Régimes sociaux et de retraite et Compte spécial Pensions
M. Jean Arthuis, président de la commission des finances, en remplacement de M. Bertrand Auban, rapporteur spécial. - Pour 2010, le coût du compte spécial « Pensions » s'élèvera à 51,1 milliards, en hausse de 2 % par rapport à 2009. Le nombre prévisionnel de pensionnés civils et militaires sera de 2,3 millions fin 2010, soit une augmentation de 2,8 %. Les crédits de la mission « Régimes sociaux et de retraite », qui s'élèvent à 5,72 milliards, en hausse de 10 %, soutiennent principalement les régimes sociaux et de retraite de la SNCF pour 3,12 milliards, des mineurs pour 971 millions, des marins pour 792 millions, de la RATP pour 526,7 millions, de la Seita pour 132,3 millions. Au total, 20 % des dépenses budgétaires seront donc consacrés au financement des retraites de la fonction publique et des régimes spéciaux.
La subvention d'équilibre de l'État au régime des retraites des mines bondit de 65 % en 2010. C'est un contrecoup de la crise, car les cessions immobilières, qui avaient été encouragées, seront réduites en 2010.
L'adossement de la caisse autonome de la RATP au régime général est en sommeil depuis 2007...
M. Dominique Leclerc, rapporteur pour avis de la commission des affaires sociales. - Heureusement !
M. Jean Arthuis, président de la commission des finances. - Le 13 juillet dernier, la Commission européenne a enfin jugé la création de la caisse euro-compatible, à la condition que la réforme du régime spécial soit entièrement mise en oeuvre. Quelles seront les modalités de reprise du projet d'adossement et d'actualisation de la soulte, estimée entre 500 et 700 millions, que l'État aura à verser ?
Je salue deux avancées dans la gestion des pensions, qui avaient été préconisées par notre commission : l'adoption d'une norme commune à l'ensemble des caisses de retraite pour l'évaluation du coût de gestion des pensions et la création du service des retraites de l'État, qui a pour objet d'optimiser l'organisation des services gestionnaires des pensions de l'État.
Le paiement des droits à pension est une obligation de service public qui laisse peu de marges de manoeuvre, d'autant que le rituel législatif auquel nous nous livrions, année après année, pour réformer le régime des indemnités temporaires de retraite outre-mer (sourires) a pris fin avec l'adoption, au Sénat, d'un amendement prévoyant l'extinction progressive de ce dispositif.
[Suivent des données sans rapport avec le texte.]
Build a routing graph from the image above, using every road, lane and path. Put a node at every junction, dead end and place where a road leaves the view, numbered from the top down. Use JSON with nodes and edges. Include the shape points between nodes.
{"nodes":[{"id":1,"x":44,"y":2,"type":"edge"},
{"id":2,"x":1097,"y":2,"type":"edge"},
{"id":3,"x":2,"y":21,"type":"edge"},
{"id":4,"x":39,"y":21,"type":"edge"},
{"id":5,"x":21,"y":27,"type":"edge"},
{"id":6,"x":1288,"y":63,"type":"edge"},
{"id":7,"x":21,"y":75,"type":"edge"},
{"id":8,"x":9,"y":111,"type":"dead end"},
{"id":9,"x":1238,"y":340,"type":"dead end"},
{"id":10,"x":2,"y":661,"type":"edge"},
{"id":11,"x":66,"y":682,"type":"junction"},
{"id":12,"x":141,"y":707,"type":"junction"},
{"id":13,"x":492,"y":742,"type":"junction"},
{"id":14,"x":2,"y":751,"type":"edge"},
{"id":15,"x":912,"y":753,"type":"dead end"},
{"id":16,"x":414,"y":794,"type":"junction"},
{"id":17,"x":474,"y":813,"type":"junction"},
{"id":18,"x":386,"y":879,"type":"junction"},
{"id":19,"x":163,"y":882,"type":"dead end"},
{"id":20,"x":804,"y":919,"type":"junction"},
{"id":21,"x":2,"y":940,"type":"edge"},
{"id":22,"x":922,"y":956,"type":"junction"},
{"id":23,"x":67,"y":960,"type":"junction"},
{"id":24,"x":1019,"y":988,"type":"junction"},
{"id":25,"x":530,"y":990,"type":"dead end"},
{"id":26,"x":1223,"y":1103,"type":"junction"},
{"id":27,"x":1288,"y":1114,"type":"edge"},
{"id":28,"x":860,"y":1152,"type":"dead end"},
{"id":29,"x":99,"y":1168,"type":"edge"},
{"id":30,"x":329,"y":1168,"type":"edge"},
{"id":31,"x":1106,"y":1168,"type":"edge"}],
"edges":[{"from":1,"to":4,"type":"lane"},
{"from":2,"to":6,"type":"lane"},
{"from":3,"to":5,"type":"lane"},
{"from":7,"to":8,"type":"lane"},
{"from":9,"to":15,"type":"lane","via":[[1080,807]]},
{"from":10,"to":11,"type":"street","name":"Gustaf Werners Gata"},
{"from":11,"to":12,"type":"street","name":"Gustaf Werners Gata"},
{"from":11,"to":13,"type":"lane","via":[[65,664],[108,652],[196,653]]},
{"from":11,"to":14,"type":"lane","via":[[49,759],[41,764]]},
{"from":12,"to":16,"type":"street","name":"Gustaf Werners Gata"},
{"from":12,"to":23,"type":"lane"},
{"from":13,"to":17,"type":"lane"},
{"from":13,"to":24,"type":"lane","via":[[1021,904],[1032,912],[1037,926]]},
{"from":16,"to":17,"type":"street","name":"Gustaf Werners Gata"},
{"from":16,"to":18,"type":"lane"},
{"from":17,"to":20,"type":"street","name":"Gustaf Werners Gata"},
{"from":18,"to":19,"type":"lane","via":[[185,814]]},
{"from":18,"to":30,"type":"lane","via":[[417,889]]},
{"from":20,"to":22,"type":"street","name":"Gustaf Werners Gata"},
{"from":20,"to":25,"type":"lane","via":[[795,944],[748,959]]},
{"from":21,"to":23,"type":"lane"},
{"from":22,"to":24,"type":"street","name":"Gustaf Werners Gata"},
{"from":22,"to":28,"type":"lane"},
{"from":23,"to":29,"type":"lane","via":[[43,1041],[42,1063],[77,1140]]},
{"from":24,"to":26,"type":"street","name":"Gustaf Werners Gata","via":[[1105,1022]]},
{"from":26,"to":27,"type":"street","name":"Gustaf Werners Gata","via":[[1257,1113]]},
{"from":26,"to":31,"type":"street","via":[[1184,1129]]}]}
Monsieur le ministre, pourriez-vous nous présenter les premiers effets de cette réforme ?
Je vous propose, au nom de votre commission des finances, d'adopter ces crédits. (Applaudissements à droite et au centre)
M. Dominique Leclerc, rapporteur pour avis de la commission des affaires sociales. - Cette mission met en évidence le caractère structurellement déficitaire de régimes maintenus sous perfusion depuis des décennies grâce à la solidarité nationale. Y seront consacrés 5,7 milliards, soit 10 % de plus qu'en 2009. Le besoin de financement de ces régimes spéciaux va continuer à progresser, entre hausse de leurs dépenses, sous l'effet du papy-boom, et baisse de leurs ressources. Or, rien ne garantit que les dotations de l'État suivent l'évolution des besoins : ne peut-on craindre, à terme, un abondement insuffisant de la mission ?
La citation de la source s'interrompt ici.